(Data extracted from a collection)

+++++

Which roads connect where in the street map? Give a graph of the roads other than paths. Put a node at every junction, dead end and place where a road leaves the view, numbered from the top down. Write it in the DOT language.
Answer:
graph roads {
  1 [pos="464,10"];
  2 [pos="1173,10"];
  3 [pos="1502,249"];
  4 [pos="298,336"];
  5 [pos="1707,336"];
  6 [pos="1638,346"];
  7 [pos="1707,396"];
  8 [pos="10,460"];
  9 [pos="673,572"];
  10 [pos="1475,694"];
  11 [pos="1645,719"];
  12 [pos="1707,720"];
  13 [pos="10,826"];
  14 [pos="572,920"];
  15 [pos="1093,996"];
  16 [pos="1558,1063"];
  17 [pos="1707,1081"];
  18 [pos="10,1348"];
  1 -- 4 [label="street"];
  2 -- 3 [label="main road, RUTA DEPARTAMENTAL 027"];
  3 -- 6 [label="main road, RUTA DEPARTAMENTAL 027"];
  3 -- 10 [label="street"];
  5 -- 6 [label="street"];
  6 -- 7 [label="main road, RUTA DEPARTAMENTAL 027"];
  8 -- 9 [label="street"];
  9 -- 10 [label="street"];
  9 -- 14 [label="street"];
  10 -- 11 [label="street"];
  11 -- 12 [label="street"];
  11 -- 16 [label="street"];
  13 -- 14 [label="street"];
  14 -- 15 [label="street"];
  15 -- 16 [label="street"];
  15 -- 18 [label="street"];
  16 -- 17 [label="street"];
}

+++++

ASSIGNMENT: Could you type out every entry again exactly as it stands?

WRITTEN REPLY:
Which roads connect where in the street map? Give a graph of the roads other than paths. Put a node at every junction, dead end and place where a road leaves the view, numbered from the top down. Write it in the DOT language.
Answer:
graph roads {
  1 [pos="464,10"];
  2 [pos="1173,10"];
  3 [pos="1502,249"];
  4 [pos="298,336"];
  5 [pos="1707,336"];
  6 [pos="1638,346"];
  7 [pos="1707,396"];
  8 [pos="10,460"];
  9 [pos="673,572"];
  10 [pos="1475,694"];
  11 [pos="1645,719"];
  12 [pos="1707,720"];
  13 [pos="10,826"];
  14 [pos="572,920"];
  15 [pos="1093,996"];
  16 [pos="1558,1063"];
  17 [pos="1707,1081"];
  18 [pos="10,1348"];
  1 -- 4 [label="street"];
  2 -- 3 [label="main road, RUTA DEPARTAMENTAL 027"];
  3 -- 6 [label="main road, RUTA DEPARTAMENTAL 027"];
  3 -- 10 [label="street"];
  5 -- 6 [label="street"];
  6 -- 7 [label="main road, RUTA DEPARTAMENTAL 027"];
  8 -- 9 [label="street"];
  9 -- 10 [label="street"];
  9 -- 14 [label="street"];
  10 -- 11 [label="street"];
  11 -- 12 [label="street"];
  11 -- 16 [label="street"];
  13 -- 14 [label="street"];
  14 -- 15 [label="street"];
  15 -- 16 [label="street"];
  15 -- 18 [label="street"];
  16 -- 17 [label="street"];
}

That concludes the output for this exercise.